On confirmation of OH, Ms Grey and her husband were provided with information and advice on factors that influence BP (Lahrmann et al, 2006). It is important for nurses to know what advice to give to patients, carers and loved ones as patient and carer education is considered central to treatment efficacy, with a focus on promoting understanding of basic physiology, identifying aggravating factors and learning how to reduce incidence of decreased BP (Benditt and Nguyen, 2009; Wieling et al, 2015). Advice given included taking a staged, slow change in position from supine to standing and repeated contraction of lower leg muscles before and while standing (Brignole et al, 2018). The patient was subsequently able to recognise early warning signs in relation to haemodynamic changes, which provided an opportunity for her to implement physical countermeasures in a timely manner, reducing the risk of syncope and injury (Ricci et al, 2015a).
Deprescribing
Although non-pharmacological treatment intervention was indicated in this case in the form of patient education, given the concern related to the medication plan, deprescribing was considered at length.
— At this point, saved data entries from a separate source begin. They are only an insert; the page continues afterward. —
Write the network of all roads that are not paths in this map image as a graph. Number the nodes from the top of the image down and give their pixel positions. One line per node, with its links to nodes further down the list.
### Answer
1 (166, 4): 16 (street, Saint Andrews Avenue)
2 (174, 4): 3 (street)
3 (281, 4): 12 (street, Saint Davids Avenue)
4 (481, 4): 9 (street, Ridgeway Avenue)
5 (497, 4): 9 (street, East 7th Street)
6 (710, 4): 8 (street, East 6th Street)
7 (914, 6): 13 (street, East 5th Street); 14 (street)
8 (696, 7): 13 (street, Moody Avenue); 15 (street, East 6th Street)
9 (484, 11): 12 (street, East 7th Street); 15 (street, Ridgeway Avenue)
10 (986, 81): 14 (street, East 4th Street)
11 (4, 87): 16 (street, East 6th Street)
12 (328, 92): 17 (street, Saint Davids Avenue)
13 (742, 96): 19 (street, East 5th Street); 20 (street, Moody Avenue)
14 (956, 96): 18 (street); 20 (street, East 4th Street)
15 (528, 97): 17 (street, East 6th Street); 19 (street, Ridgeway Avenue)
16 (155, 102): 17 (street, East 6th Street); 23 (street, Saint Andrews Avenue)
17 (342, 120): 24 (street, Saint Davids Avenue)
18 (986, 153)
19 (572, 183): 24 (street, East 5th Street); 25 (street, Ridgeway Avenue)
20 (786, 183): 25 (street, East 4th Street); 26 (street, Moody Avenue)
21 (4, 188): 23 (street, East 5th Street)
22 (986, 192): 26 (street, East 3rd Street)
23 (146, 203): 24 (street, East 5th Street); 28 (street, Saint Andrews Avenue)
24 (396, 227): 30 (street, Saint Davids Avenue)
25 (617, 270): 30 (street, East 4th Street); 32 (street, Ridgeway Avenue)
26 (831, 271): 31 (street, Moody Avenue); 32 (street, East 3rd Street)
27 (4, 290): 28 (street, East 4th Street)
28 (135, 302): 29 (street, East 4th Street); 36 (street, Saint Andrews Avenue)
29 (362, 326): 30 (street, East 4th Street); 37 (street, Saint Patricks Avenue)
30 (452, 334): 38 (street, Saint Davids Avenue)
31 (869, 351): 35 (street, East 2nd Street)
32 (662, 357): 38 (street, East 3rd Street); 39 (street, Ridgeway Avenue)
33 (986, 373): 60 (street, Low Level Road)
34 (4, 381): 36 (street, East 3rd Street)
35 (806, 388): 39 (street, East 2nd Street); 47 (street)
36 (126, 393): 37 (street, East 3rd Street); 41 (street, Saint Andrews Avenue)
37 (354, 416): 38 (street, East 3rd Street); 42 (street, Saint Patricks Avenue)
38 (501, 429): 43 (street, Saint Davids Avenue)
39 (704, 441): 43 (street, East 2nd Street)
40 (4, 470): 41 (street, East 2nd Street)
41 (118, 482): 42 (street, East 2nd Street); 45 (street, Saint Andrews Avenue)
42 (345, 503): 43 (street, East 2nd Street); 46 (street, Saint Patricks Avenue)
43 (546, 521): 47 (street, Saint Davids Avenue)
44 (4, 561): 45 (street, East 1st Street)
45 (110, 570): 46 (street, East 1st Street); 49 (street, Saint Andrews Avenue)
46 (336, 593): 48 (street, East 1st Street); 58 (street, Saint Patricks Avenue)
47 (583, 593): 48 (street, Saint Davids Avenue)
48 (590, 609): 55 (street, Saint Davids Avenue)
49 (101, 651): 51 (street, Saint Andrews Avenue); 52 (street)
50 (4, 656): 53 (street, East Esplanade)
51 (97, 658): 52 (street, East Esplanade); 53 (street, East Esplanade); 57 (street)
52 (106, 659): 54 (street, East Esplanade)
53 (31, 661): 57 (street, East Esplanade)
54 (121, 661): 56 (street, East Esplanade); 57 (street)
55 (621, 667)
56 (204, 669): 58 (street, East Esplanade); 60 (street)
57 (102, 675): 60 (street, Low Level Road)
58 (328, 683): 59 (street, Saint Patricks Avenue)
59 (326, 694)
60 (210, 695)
International guidance and expert consensus recommend the withdrawal of medication in OH, with specific focus on six classes of medication, including vasodilators, antihypertensives and antidepressants, particularly tricyclics including MAOIs (Lahrmann et al, 2006; Freeman et al, 2011). However, Frith and Parry (2017) reported evidential inconsistencies in withdrawing causative medication, further acknowledging that complex variables in methodological, clinical and statistical heterogeneity create problems in drawing comparative conclusions. In this case, prescribed medication for previous hypertension was withdrawn and Ms Grey noted a reduction in dizziness after 1 week. She experienced no further episodes of syncope and her blood pressure returned to within a normal range. She went on to make a reasonable recovery in mental health and is having regular BP monitoring from her GP.
Conclusion
This case study provides a critical review of the assessment, diagnosis and treatment of a female inpatient presenting with syncope. Given the numerous variables in aetiology, presenting symptoms and associated comorbidities, successful treatment of OH is a challenge. Nurses have a valuable role in being able to describe the type of syncope to doctors, if witnessed, as this can assist with the diagnosis and treatment. In the case of Ms Grey, a diagnosis of OH was confirmed, with prescribed medication considered to be the most likely aetiological factor, highlighting that nurses are often best placed to act as the patient's advocate and flag polypharmacy as a potential cause of OH. Medicines optimisation provided successful treatment, and no further incidence of syncope occurred. The patient suffered no lasting effects from the adverse event. Ms Grey and her husband were given informed advice on how to reduce the incidence of postural hypotension, emphasising the importance of nurses understanding the pathophysiology, the causes and aggravating factors of OH.